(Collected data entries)
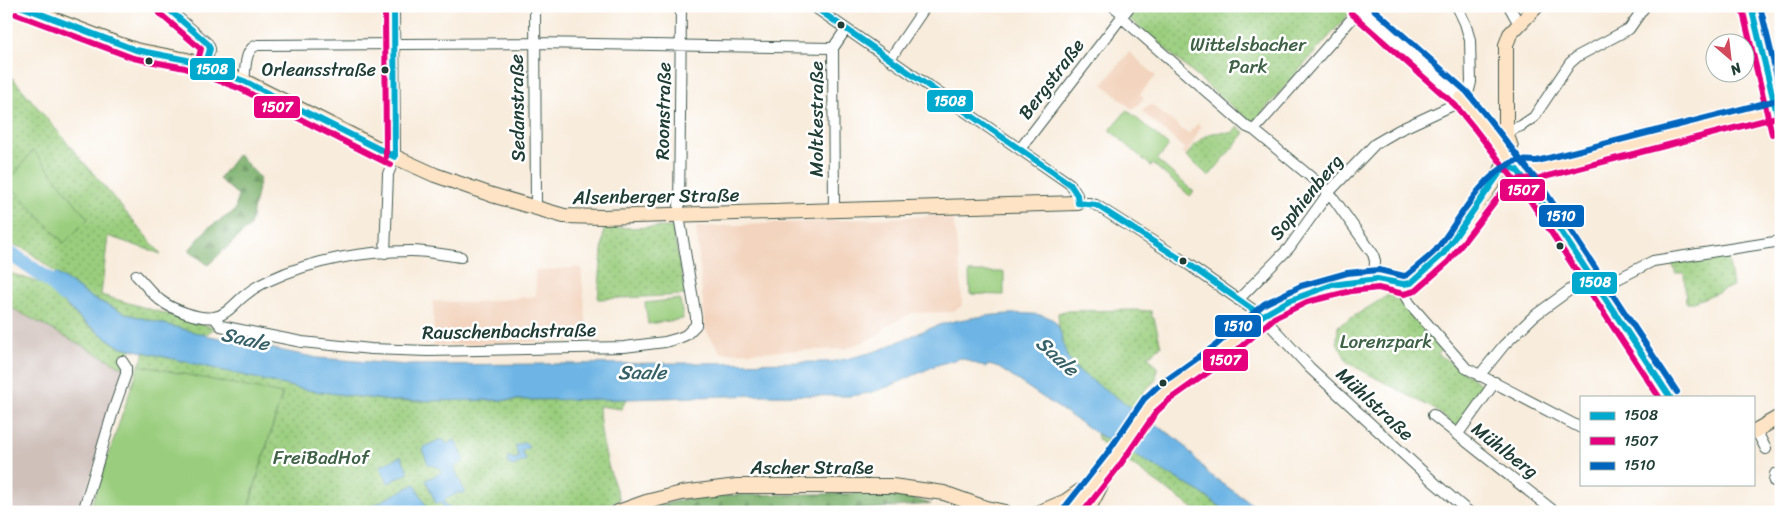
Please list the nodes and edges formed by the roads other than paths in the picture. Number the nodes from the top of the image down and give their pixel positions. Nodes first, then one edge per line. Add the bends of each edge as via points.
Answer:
1 (19, 6) edge
2 (165, 6) edge
3 (394, 6) edge
4 (534, 6) edge
5 (680, 6) edge
6 (926, 6) edge
7 (1113, 6) edge
8 (1457, 6) edge
9 (1509, 6) edge
10 (1537, 6) edge
11 (1645, 6) edge
12 (1751, 6) edge
13 (1360, 7) edge
14 (819, 8) edge
15 (1124, 12) edge
16 (1519, 24) junction
17 (846, 29) junction
18 (534, 43) junction
19 (395, 44) junction
20 (681, 45) junction
21 (833, 48) junction
22 (890, 59) junction
23 (205, 66) junction
24 (244, 81) junction
25 (1461, 99) junction
26 (1778, 108) edge
27 (1254, 130) junction
28 (1498, 132) junction
29 (1781, 132) edge
30 (1020, 149) junction
31 (1507, 149) junction
32 (395, 158) junction
33 (1548, 167) junction
34 (1520, 170) junction
35 (1501, 171) junction
36 (1329, 192) junction
37 (1537, 195) junction
38 (1078, 203) junction
39 (1479, 205) junction
40 (536, 209) junction
41 (834, 212) junction
42 (679, 216) junction
43 (1781, 241) edge
44 (385, 253) junction
45 (461, 256) dead end
46 (136, 275) dead end
47 (1589, 276) junction
48 (1374, 279) junction
49 (1404, 285) junction
50 (1598, 289) junction
51 (1238, 300) junction
52 (1262, 316) junction
53 (214, 317) junction
54 (122, 361) dead end
55 (1479, 376) junction
56 (1495, 382) junction
57 (1669, 396) edge
58 (1433, 415) dead end
59 (1781, 416) edge
60 (1580, 427) edge
61 (1754, 431) edge
62 (1457, 435) junction
63 (1766, 449) dead end
64 (1098, 485) junction
65 (83, 512) edge
66 (618, 512) edge
67 (1005, 512) edge
68 (1040, 512) edge
69 (1072, 512) edge
70 (1087, 512) edge
71 (1098, 512) edge
72 (1469, 512) edge
73 (1555, 512) edge

1 - 23 street, Alsenberger Straße via 136,50
2 - 23 street via 208,44 210,50
3 - 19 street
4 - 18 street, Sedanstraße
5 - 20 street, Roonstraße
6 - 22 street
7 - 15 street
8 - 25 street via 1470,40 1471,82
9 - 16 street
10 - 16 street
11 - 28 street via 1629,29 1570,63 1534,117 1521,126
12 - 26 street
13 - 25 street
13 - 27 street
14 - 17 street
15 - 27 street
15 - 30 street, Bergstraße
16 - 28 street via 1506,45
17 - 21 street, Moltkestraße
17 - 22 street
18 - 19 street
18 - 20 street
18 - 40 street, Sedanstraße
19 - 24 street via 252,46 248,51
19 - 32 street
20 - 21 street
20 - 42 street, Roonstraße
21 - 41 street, Moltkestraße
22 - 30 street
23 - 24 street, Alsenberger Straße
24 - 32 street, Alsenberger Straße
25 - 28 street
25 - 36 street, Sophienberg via 1386,136
26 - 29 street
26 - 33 street
27 - 36 street
28 - 31 street
28 - 31 street
30 - 38 street via 1070,184
31 - 34 street
31 - 35 street
32 - 40 street, Alsenberger Straße
32 - 44 street via 388,174
33 - 34 street
33 - 37 street via 1534,178
34 - 35 street via 1510,167
34 - 37 street
34 - 39 street via 1497,185
35 - 39 street
36 - 48 street via 1373,254
36 - 51 street, Sophienberg via 1289,248
37 - 47 street
38 - 41 street, Alsenberger Straße
38 - 51 street, Mühlstraße via 1096,205
39 - 49 street via 1438,260
40 - 42 street, Alsenberger Straße via 576,218
41 - 42 street, Alsenberger Straße
42 - 53 street, Rauschenbachstraße via 696,325 686,335 665,342 624,347 371,349 302,342 221,326
43 - 50 street via 1653,261
44 - 45 street via 412,251
44 - 53 street via 346,257 284,273 254,288 233,307
46 - 53 street via 170,306 203,317
47 - 50 street
47 - 55 street via 1534,316 1504,345
48 - 49 street
48 - 52 street via 1315,290
49 - 55 street via 1404,294 1410,304 1466,368
50 - 57 street
51 - 52 street, Mühlstraße
52 - 64 street via 1220,352 1163,393 1145,412
52 - 72 street, Mühlstraße via 1310,368
54 - 65 street via 126,374
55 - 56 street
56 - 60 street
56 - 62 street
58 - 62 street, Mühlberg
59 - 61 street
61 - 63 street
62 - 73 street, Mühlberg
64 - 68 street
64 - 69 street
64 - 70 street
64 - 71 street via 1095,504
66 - 67 street, Ascher Straße via 682,493 737,486 892,486 944,493

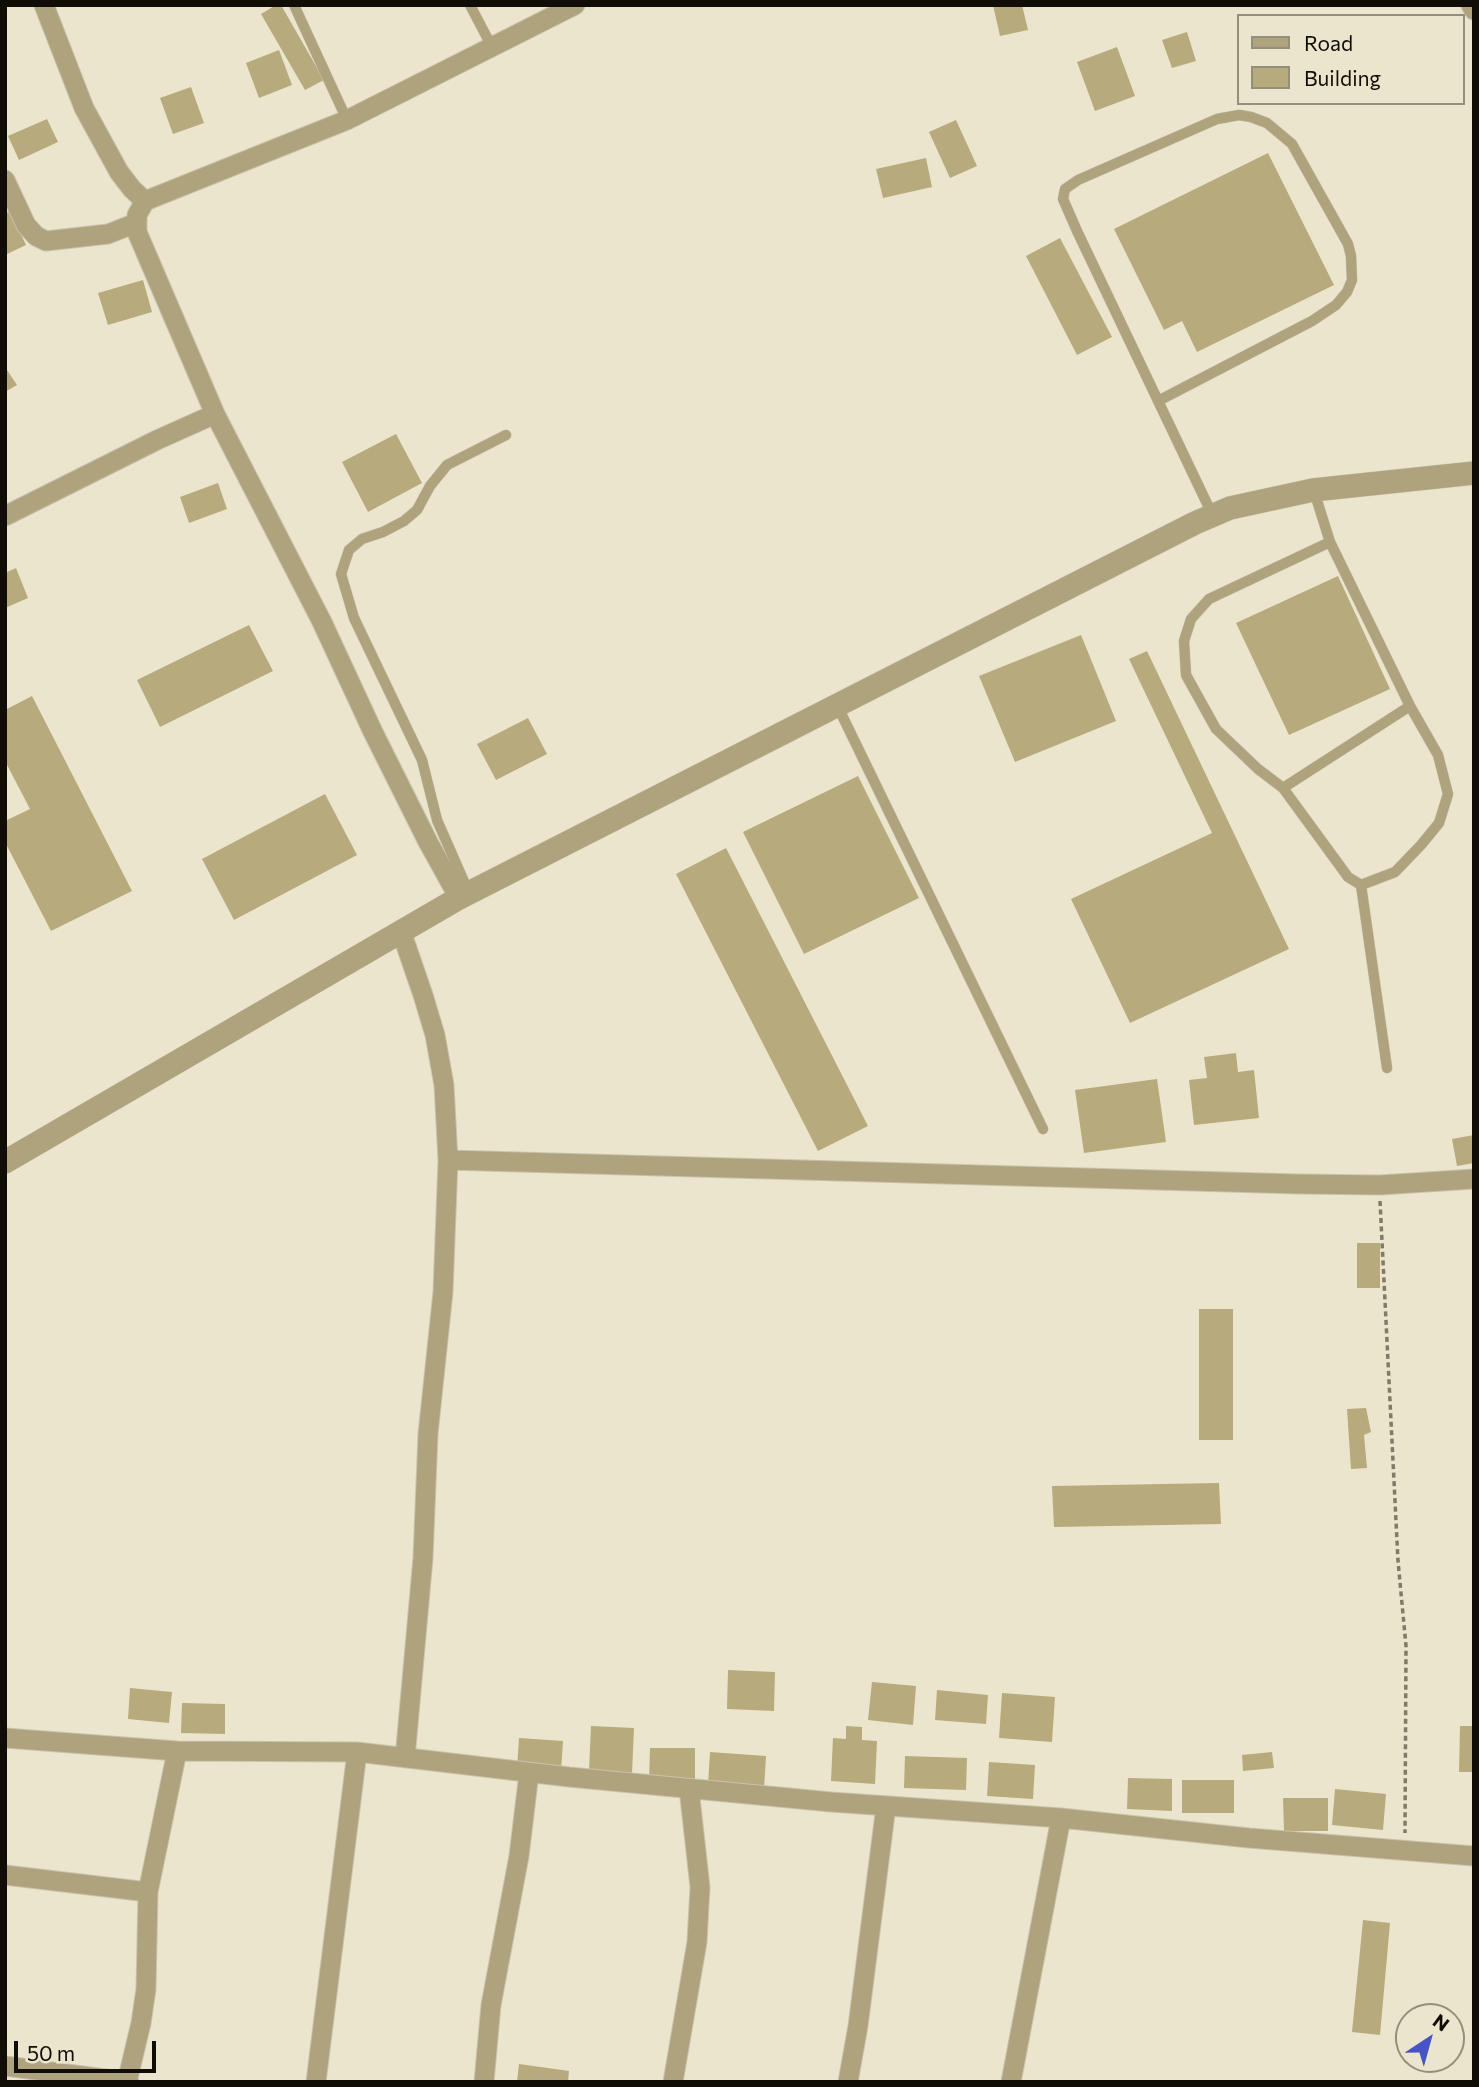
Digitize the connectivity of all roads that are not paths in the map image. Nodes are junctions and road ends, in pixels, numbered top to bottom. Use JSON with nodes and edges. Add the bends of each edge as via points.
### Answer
{"nodes":[{"id":1,"x":44,"y":5,"type":"edge"},
{"id":2,"x":294,"y":5,"type":"edge"},
{"id":3,"x":470,"y":5,"type":"edge"},
{"id":4,"x":575,"y":5,"type":"edge"},
{"id":5,"x":1471,"y":5,"type":"edge"},
{"id":6,"x":1474,"y":10,"type":"edge"},
{"id":7,"x":492,"y":47,"type":"junction"},
{"id":8,"x":347,"y":120,"type":"junction"},
{"id":9,"x":5,"y":180,"type":"edge"},
{"id":10,"x":145,"y":201,"type":"junction"},
{"id":11,"x":136,"y":223,"type":"junction"},
{"id":12,"x":1158,"y":401,"type":"junction"},
{"id":13,"x":215,"y":414,"type":"junction"},
{"id":14,"x":506,"y":435,"type":"dead end"},
{"id":15,"x":1474,"y":473,"type":"edge"},
{"id":16,"x":1314,"y":490,"type":"junction"},
{"id":17,"x":1213,"y":515,"type":"junction"},
{"id":18,"x":5,"y":516,"type":"edge"},
{"id":19,"x":1330,"y":542,"type":"junction"},
{"id":20,"x":837,"y":705,"type":"junction"},
{"id":21,"x":1410,"y":706,"type":"junction"},
{"id":22,"x":1283,"y":788,"type":"junction"},
{"id":23,"x":1361,"y":885,"type":"junction"},
{"id":24,"x":464,"y":896,"type":"junction"},
{"id":25,"x":401,"y":931,"type":"junction"},
{"id":26,"x":1387,"y":1068,"type":"dead end"},
{"id":27,"x":1043,"y":1129,"type":"dead end"},
{"id":28,"x":448,"y":1160,"type":"junction"},
{"id":29,"x":5,"y":1162,"type":"edge"},
{"id":30,"x":1474,"y":1179,"type":"edge"},
{"id":31,"x":5,"y":1738,"type":"edge"},
{"id":32,"x":177,"y":1751,"type":"junction"},
{"id":33,"x":356,"y":1752,"type":"junction"},
{"id":34,"x":405,"y":1758,"type":"junction"},
{"id":35,"x":529,"y":1773,"type":"junction"},
{"id":36,"x":689,"y":1789,"type":"junction"},
{"id":37,"x":887,"y":1806,"type":"junction"},
{"id":38,"x":1061,"y":1818,"type":"junction"},
{"id":39,"x":1474,"y":1856,"type":"edge"},
{"id":40,"x":5,"y":1875,"type":"edge"},
{"id":41,"x":148,"y":1892,"type":"junction"},
{"id":42,"x":5,"y":2066,"type":"edge"},
{"id":43,"x":128,"y":2082,"type":"edge"},
{"id":44,"x":316,"y":2082,"type":"edge"},
{"id":45,"x":484,"y":2082,"type":"edge"},
{"id":46,"x":673,"y":2082,"type":"edge"},
{"id":47,"x":848,"y":2082,"type":"edge"},
{"id":48,"x":1011,"y":2082,"type":"edge"}],
"edges":[{"from":1,"to":10,"type":"street","via":[[84,108],[119,172]]},
{"from":2,"to":8,"type":"lane"},
{"from":3,"to":7,"type":"lane"},
{"from":4,"to":7,"type":"street"},
{"from":5,"to":6,"type":"street"},
{"from":7,"to":8,"type":"street"},
{"from":8,"to":10,"type":"street"},
{"from":9,"to":11,"type":"street","via":[[26,225],[46,241],[108,234]]},
{"from":10,"to":11,"type":"street"},
{"from":11,"to":13,"type":"street"},
{"from":12,"to":12,"type":"lane","via":[[1077,231],[1063,199],[1065,189],[1217,119],[1251,117],[1267,123],[1292,144],[1348,244],[1352,280],[1336,305],[1312,321]]},
{"from":12,"to":17,"type":"lane"},
{"from":13,"to":18,"type":"street"},
{"from":13,"to":24,"type":"street","via":[[428,842]]},
{"from":14,"to":24,"type":"lane","via":[[447,465],[417,510],[349,550],[341,573],[355,618],[422,760]]},
{"from":15,"to":16,"type":"street"},
{"from":16,"to":17,"type":"street"},
{"from":16,"to":19,"type":"lane"},
{"from":17,"to":20,"type":"street"},
{"from":19,"to":21,"type":"lane"},
{"from":19,"to":22,"type":"lane","via":[[1209,599],[1191,620],[1184,641],[1186,676],[1216,729]]},
{"from":20,"to":24,"type":"street"},
{"from":20,"to":27,"type":"lane"},
{"from":21,"to":22,"type":"lane"},
{"from":21,"to":23,"type":"lane","via":[[1438,755],[1448,794],[1439,823],[1395,872]]},
{"from":22,"to":23,"type":"lane","via":[[1348,877]]},
{"from":23,"to":26,"type":"lane"},
{"from":24,"to":25,"type":"street"},
{"from":25,"to":28,"type":"street","via":[[436,1044]]},
{"from":25,"to":29,"type":"street"},
{"from":28,"to":30,"type":"street","via":[[1380,1185]]},
{"from":28,"to":34,"type":"street","via":[[443,1292]]},
{"from":31,"to":32,"type":"street"},
{"from":32,"to":33,"type":"street"},
{"from":32,"to":41,"type":"street"},
{"from":33,"to":34,"type":"street"},
{"from":33,"to":44,"type":"street"},
{"from":34,"to":35,"type":"street"},
{"from":35,"to":36,"type":"street"},
{"from":35,"to":45,"type":"street","via":[[491,2006]]},
{"from":36,"to":37,"type":"street"},
{"from":36,"to":46,"type":"street","via":[[700,1887],[698,1928]]},
{"from":37,"to":38,"type":"street"},
{"from":37,"to":47,"type":"street"},
{"from":38,"to":39,"type":"street"},
{"from":38,"to":48,"type":"street"},
{"from":40,"to":41,"type":"street"},
{"from":41,"to":43,"type":"street","via":[[146,1989]]},
{"from":42,"to":43,"type":"street"}]}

## WHAT NEEDS TO BE DONE
Please return every line of the records above that contains the word "Roonstraße".

## ANSWER SPACE
5 - 20 street, Roonstraße
20 - 42 street, Roonstraße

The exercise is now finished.